Transitioning from one activity to the next can be very difficult for people with autism. One very simple strategy is to use simple photographs of each activity on a key ring to show the person what the next activity will be. I used this technique often with my children when they were younger and still use it now if we have a very confusing day or a new experience for them.
To start, I took pictures of every activity that may happen during a day. From a picture of a toothbrush, to the shower, a math paper, swings, even the toilet. I mounted each picture on heavy cardstock and put Velcro on the back of each. I bought a large piece of foam board and put strips of Velcro on it. Each morning, before my children got up, I made the daily schedule. Our mornings were so much easier when they knew exactly what they needed to do to get ready for school. As each activity was completed, they could pull the tag from the board and move on to the next. Since many children with autism have sensory issues (grandin.com, 2012), the act of pulling the tags off the board can either be a reward or something they do not enjoy. Each child is different and you may have to pull the tags for the child you are working with.

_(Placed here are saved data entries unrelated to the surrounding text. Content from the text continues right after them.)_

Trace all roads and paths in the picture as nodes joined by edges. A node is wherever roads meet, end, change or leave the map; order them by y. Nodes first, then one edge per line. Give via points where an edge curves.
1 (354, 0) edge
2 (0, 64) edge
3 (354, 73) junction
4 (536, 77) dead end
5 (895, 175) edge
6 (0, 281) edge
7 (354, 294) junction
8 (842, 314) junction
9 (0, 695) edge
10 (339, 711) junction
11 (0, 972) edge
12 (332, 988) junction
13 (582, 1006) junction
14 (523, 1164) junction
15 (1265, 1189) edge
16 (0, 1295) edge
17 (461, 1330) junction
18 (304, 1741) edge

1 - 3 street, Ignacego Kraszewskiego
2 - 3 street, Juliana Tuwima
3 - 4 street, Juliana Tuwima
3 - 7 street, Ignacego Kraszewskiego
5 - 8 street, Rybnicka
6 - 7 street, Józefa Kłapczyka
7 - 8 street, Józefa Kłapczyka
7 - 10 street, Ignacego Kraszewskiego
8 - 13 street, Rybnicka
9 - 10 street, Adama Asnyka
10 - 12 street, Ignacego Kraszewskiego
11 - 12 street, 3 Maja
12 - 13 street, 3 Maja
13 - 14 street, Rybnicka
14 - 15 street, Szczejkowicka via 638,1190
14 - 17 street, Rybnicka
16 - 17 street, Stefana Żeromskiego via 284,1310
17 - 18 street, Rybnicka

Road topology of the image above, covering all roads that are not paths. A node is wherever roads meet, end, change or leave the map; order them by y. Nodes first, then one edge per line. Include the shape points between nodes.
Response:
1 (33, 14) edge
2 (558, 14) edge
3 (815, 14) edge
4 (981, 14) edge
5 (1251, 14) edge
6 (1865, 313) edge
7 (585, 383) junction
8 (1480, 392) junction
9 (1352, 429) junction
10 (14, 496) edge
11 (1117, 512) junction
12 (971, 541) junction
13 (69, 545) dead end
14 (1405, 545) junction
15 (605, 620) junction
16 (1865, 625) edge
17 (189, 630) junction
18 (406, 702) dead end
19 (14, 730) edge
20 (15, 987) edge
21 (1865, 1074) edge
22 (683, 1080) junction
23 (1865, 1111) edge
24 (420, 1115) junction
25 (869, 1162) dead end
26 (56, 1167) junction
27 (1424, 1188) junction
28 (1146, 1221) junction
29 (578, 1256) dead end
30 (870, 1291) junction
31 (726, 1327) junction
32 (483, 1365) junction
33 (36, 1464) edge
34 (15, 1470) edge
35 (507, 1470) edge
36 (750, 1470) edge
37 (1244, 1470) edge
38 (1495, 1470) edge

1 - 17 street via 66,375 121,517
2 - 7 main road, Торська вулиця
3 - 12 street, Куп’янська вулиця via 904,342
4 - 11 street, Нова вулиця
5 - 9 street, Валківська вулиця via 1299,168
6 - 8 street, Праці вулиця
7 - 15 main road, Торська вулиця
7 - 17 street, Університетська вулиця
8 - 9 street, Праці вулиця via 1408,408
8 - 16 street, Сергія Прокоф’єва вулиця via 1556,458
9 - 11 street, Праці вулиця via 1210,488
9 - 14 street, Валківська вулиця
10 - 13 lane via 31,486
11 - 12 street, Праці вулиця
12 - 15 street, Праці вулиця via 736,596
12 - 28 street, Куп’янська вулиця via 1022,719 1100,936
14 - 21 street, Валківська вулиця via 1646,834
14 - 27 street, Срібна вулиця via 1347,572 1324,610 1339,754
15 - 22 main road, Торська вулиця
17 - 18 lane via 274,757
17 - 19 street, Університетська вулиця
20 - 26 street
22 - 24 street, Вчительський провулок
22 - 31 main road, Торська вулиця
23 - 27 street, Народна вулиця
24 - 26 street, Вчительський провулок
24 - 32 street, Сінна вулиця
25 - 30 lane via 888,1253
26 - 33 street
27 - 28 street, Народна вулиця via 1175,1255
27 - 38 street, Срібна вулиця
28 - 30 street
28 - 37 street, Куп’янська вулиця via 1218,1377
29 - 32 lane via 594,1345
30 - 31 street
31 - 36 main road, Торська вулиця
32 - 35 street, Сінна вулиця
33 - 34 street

Seeing the entire day schedule often helps the child with transitions because they know what comes next and that even if they are doing an activity they do not enjoy, one they do like is coming up on the schedule. This helps a child adjust to doing things they do not like to do. During a school day, a drawing of a clock beside each activity can help a child understand when it is time to move on to the next one. I did not use a clock because neither of my children understood time well enough. They can both tell what time it is, but it has no meaning to them.
If your child does not need a full day’s schedule, you can use your pictures another way. Instead of putting Velcro on the back of them, punch a hole in a corner and put all of the pictures on a metal key ring. When it is time to finish one activity, simply show the child the picture of the next one and let the child carry his key ring to the next place he needs to be. There will be times the child may throw the pictures because he does not want to do the next activity, but just flip the picture back, lay it beside the child and walk away. It may take several tries over many days, but once the child learns the next activity has to be completed before doing something more favorable, he will move on.
Patience is a parent/teacher’s best friend during the first few days of using picture schedules. Each child will react differently and what I used for my children may need to be adapted to be used for your child. Do not be afraid to think outside the box and try new things!